One of the most common forms of SEM is Pay Per Click (PPC) advertising, which are the ads you see at the top of search engine result pages (SERPs). Unlike traditional advertising where you pay a lump sum for ad placements, the draw of PPC advertising is that you are charged only when someone clicks on your ad. Imagine serving your ad to hundreds of thousands of users and not having to pay a single cent until someone clicks on your ad!

Ready to start PPC advertising? We will use Google Adwords for the purposes of this explanation.

An Introduction

There are multiple advertisers looking to reach audiences at any one given time, and they make known their target audiences to Google by providing keywords they anticipate users will search for. Advertisers then bid on these keywords, stipulating the maximum price they are willing to pay per click for their ads to be shown to users searching for the identified keywords and its variants. When a user performs a Google search, all ads that match the search query are entered into an ad auction to determine which ads are shown to the user.

The Ad Auction

Contrary to common belief, ads that win the auction do not do so solely due to a high bid. This is so because Google takes into account other factors as ad relevance, expected clickthrough rate, and landing page experience, together with bids placed by advertisers to determine which ads win the auction. Ad relevancy In order to determine ad relevance, Google looks at how well your ad’s message relates to a user’s search query. Ensure that your ad’s message closely matches the keywords you bid for to nail this component.

Expected clickthrough rate (CTR)

Google predicts the number of people who will click on your ad based on historical data to obtain your CTR. There are three possible statuses your ad may get: below average, average, and above average. If you get a below average status, consider editing your ad’s copy to be more relevant to your top keywords.

Landing Page Experience

Landing page experience has to do with the page users land on when they click on your ad. It describes how useful and relevant your landing page is to users. Can information relating to the user’s search terms be easily found? Does your landing page lead to where your ad says it will lead?

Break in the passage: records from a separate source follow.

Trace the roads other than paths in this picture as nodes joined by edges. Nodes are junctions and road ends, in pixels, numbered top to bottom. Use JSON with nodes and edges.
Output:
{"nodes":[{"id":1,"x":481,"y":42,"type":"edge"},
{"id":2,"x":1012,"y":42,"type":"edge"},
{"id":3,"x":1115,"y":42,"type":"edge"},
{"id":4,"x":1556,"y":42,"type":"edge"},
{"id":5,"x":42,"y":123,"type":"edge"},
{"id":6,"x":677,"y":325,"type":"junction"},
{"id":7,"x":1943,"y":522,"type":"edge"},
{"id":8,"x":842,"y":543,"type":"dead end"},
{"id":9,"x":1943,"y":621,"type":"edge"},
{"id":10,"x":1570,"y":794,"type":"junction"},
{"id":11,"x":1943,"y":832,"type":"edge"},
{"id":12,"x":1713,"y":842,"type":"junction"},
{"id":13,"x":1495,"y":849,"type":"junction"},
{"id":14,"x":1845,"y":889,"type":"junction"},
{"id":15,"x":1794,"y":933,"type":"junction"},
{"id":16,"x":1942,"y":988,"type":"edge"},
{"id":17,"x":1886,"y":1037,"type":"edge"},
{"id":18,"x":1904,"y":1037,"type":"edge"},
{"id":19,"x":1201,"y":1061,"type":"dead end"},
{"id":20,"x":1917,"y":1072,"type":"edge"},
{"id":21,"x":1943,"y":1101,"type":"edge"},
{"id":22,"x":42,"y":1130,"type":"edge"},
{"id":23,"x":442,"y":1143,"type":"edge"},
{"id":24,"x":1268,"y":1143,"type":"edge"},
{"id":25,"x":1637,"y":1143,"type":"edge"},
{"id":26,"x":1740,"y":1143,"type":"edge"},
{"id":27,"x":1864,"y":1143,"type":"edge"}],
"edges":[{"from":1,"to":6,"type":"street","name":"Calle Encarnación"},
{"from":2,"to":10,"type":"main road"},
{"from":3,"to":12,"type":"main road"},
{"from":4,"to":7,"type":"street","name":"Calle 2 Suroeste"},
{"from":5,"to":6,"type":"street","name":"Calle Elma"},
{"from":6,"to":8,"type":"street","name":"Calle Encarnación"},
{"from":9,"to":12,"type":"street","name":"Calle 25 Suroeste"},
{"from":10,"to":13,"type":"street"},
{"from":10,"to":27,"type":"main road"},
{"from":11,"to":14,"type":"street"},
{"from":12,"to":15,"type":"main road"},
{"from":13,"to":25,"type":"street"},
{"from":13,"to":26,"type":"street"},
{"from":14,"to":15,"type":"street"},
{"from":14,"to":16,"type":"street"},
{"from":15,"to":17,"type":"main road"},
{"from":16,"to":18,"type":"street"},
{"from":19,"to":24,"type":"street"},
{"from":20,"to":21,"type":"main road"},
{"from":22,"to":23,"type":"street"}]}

Quality Score + Bid = Ad Rank

How does it all come together? Consider our example in this illustration: the highest bid of $5 takes the last position while the lowest bid of $3 is instead awarded the top position. This is so because ad relevancy, expected clickthrough rate, and landing page experience are aggregated, and a resulting quality score is assigned to each ad. This is computed with your bid to derive your Ad Rank, and ads with the highest Ad Rank in each auction are shown to users. Thus, a high bid alone is not a sure guarantee that your ad will be shown to users.

Sum it up

Ensure that your ad message is tailored closely to your keywords and your landing page is well-organized to allow users to easily find the information they need, allowing you to maximize your ad spend and achieve improved rankings.